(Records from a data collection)
=====

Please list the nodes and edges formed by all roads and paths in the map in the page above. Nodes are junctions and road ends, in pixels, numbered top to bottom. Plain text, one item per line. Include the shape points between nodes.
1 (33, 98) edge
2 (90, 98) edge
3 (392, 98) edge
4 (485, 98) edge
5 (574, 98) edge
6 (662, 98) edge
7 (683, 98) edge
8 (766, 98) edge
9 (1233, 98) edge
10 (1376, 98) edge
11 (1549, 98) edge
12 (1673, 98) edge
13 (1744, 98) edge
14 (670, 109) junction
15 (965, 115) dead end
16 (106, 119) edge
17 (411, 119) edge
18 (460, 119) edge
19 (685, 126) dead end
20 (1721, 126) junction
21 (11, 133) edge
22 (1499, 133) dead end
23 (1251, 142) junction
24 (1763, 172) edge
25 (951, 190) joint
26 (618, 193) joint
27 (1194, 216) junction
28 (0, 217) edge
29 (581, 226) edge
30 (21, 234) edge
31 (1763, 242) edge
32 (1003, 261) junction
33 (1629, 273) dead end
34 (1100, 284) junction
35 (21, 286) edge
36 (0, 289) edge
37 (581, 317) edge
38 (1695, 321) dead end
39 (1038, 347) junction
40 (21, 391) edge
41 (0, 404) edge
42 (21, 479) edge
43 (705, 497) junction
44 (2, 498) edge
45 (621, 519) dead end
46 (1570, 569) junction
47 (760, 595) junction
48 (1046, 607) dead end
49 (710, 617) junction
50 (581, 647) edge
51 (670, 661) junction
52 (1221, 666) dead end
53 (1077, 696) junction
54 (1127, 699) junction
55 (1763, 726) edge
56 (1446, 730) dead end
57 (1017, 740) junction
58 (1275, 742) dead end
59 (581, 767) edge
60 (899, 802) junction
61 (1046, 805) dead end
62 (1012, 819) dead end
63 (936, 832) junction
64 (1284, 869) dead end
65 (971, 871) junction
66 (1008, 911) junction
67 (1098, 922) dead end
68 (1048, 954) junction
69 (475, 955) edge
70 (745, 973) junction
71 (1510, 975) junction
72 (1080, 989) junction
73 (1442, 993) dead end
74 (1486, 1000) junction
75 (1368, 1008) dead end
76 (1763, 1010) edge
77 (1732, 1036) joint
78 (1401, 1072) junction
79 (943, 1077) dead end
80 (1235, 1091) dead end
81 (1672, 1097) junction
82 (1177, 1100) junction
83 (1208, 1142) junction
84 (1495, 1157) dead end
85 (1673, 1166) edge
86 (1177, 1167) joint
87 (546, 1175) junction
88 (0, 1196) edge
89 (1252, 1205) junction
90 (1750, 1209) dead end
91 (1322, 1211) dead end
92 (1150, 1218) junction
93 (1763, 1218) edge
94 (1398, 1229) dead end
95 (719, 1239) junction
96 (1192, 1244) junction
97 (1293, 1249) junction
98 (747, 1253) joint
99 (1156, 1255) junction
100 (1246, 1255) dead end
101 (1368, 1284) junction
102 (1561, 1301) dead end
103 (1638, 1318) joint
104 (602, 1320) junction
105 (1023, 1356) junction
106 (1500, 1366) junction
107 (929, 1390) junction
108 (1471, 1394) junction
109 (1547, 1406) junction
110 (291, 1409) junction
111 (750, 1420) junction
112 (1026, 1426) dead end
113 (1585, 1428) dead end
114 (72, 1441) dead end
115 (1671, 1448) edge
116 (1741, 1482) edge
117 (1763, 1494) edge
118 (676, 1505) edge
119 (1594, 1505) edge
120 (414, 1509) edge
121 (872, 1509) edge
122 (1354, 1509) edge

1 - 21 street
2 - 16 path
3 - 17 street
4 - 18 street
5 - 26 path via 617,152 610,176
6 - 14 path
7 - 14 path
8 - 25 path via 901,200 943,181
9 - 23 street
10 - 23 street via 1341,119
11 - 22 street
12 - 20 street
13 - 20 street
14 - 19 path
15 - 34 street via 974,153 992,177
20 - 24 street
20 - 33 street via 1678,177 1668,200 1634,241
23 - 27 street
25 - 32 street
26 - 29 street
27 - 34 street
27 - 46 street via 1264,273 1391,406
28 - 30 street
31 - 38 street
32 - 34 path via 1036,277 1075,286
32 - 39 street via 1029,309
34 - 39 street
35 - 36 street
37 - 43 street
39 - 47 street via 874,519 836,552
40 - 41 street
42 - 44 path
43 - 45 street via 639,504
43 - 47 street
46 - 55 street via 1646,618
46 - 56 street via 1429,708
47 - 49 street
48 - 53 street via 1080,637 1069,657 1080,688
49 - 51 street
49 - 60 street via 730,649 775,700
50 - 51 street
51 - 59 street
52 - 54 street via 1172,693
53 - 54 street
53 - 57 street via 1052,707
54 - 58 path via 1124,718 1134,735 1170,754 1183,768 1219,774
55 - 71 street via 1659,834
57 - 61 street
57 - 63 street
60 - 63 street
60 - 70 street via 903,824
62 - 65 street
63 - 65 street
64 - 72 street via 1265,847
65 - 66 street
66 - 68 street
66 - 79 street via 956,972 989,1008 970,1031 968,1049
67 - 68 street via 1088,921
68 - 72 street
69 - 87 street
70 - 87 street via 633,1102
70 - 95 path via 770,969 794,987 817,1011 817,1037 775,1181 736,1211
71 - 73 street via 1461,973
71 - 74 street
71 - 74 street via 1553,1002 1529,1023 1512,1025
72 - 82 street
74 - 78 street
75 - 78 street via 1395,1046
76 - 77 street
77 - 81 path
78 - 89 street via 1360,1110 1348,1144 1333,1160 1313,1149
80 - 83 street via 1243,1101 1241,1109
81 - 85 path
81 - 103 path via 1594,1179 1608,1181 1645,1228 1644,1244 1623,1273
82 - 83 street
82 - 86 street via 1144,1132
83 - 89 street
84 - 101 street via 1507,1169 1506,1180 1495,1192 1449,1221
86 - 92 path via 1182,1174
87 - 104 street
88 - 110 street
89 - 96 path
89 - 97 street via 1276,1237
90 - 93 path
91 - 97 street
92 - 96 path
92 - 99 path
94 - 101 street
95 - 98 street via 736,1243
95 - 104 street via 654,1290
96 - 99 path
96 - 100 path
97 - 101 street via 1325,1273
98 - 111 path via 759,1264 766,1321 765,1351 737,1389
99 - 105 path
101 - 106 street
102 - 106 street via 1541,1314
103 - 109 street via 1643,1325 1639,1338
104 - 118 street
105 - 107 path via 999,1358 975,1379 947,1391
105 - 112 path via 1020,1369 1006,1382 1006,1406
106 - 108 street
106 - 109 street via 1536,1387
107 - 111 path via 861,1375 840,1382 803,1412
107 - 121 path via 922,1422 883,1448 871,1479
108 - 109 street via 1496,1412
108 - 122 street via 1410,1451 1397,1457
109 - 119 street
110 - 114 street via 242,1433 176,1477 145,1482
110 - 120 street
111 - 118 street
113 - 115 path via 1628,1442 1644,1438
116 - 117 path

=====

Nothing but a number should be given: the count of lines above that hold "joint".

SOLUTION TO THE EXERCISE:
6